ウェブサイトやブログ用のコンテンツ管理システム(CMS)を手がける早瀬将一。昨年、長女が小学校に入学すると、PTAが「誰かホームページ制作に詳しい人がいたら、役員に加わってほしい」と募集していたので、名乗りをあげた。地域に新設された小学校なので、ウェブサイトなども未整備だったのだ。ありきたりなコンテンツを並べてもおもしろくないので、新しい校舎の内外をドローンで撮影し、学校紹介の動画を掲載。「すごいPTAがいる」とネット上で話題となり、これがきっかけで地元市役所の観光課から映像制作の仕事が舞い込むなど、今ではドローン撮影が副業になりつつある。

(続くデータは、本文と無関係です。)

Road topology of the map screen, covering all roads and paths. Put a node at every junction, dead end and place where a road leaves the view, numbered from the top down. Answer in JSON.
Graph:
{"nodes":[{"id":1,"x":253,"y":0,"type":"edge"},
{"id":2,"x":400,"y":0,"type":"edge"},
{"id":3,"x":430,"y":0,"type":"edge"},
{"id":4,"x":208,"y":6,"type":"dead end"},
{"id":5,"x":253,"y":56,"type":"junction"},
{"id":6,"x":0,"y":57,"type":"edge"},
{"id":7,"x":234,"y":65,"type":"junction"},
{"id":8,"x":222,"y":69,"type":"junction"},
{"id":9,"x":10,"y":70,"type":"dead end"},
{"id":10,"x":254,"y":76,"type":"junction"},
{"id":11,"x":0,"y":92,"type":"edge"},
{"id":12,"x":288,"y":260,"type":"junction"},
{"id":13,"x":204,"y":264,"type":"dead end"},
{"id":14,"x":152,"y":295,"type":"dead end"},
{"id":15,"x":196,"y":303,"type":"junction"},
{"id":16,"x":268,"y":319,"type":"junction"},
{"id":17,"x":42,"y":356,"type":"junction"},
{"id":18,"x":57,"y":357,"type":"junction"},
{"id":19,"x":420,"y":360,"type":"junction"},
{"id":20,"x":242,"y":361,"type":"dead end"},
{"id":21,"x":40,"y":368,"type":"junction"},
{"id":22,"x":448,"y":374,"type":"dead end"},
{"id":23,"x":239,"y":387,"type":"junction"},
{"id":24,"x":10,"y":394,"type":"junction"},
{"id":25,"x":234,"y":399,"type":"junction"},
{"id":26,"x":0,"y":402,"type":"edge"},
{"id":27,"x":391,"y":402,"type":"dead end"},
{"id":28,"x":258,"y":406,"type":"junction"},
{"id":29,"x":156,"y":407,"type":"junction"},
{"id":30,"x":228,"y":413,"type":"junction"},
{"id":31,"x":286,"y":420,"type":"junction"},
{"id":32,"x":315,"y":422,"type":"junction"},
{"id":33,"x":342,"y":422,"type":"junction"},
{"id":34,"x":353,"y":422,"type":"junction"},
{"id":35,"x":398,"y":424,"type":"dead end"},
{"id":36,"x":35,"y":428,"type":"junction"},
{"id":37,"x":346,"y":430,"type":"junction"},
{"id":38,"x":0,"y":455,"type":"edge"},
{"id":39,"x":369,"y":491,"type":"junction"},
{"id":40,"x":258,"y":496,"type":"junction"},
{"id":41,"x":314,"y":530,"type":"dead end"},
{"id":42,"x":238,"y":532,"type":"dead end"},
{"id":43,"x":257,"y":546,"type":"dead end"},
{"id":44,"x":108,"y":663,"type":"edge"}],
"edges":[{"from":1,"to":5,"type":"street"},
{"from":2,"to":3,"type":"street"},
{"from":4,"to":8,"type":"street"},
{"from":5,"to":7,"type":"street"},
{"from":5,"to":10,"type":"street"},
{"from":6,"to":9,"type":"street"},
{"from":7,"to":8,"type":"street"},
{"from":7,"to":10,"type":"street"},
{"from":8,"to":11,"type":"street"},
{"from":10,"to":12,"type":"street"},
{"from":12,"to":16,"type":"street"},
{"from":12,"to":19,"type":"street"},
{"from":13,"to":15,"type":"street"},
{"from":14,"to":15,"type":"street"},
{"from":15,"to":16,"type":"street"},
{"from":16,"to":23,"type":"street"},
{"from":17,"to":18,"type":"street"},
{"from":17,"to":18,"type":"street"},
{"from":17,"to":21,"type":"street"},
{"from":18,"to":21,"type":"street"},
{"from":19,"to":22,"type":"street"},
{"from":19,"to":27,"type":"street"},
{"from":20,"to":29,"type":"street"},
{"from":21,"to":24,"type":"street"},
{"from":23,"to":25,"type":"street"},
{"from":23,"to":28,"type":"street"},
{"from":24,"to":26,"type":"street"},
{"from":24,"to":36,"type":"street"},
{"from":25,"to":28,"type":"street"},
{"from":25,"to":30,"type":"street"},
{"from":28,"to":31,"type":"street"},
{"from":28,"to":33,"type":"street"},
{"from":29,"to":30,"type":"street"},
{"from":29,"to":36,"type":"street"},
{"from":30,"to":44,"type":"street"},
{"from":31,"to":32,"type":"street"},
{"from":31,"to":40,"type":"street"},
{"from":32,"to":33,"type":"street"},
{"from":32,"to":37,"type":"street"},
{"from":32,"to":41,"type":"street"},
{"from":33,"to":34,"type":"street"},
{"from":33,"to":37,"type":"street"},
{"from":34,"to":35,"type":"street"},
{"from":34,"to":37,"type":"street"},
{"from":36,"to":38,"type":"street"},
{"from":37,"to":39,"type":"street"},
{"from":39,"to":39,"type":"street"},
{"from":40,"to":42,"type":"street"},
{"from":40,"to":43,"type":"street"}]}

本格的な撮影の経験はなかったが、学生時代の研究テーマは音を主題にしたメディアアートで、一時期デザイン会社に勤めていたこともあった。作品づくりの素養は心得ている。ただ早瀬は、芸術家気質ではない。同級生には現代音楽など難解な方向へ向かう人もいたが、自分は「技術をこう使うとおもしろくできるじゃん、という発想でつくっているだけ」と飄々と語る。
先の映像制作時には、前後してドローンの官邸侵入事件が発生し、役所の制作物にドローンを用いる“冒険”のぜひが問われる状況があった。早瀬は、安全策の説明などでネガティブ要素の払拭に努めると同時に、パイロット版の動画をつくり、ドローンの活用によってどれだけ印象的な映像になるかを提示。技術の価値をわかりやすく伝えることで関係者の理解を得た。
「一度使ってもらえれば、便利ですぐれたものと必ず理解してもらえる」確信がある製品も、その「一度」にこぎ着けるのが難しい。製品企画の仕事では、機能の開発や技術的な改善と同じだけ、「使ってもらう」ためデザインや見せ方の工夫にも労力を注いでいる。(文中敬称略)
プロフィール
早瀬 将一
早瀬 将一(はやせ まさかず)
1979年、茨城県生まれ。学生時代はメディアアートを学ぶ一方、シックス・アパートでのサポート業務に携わり、大学院修了後に正式に入社。途中、デザイン会社へ転職し約4年間ウェブサイトの運用を経験。2014年に再びシックスアパートへ戻り、現在はCMSサービス「MovableType.net」などの製品企画を担当する。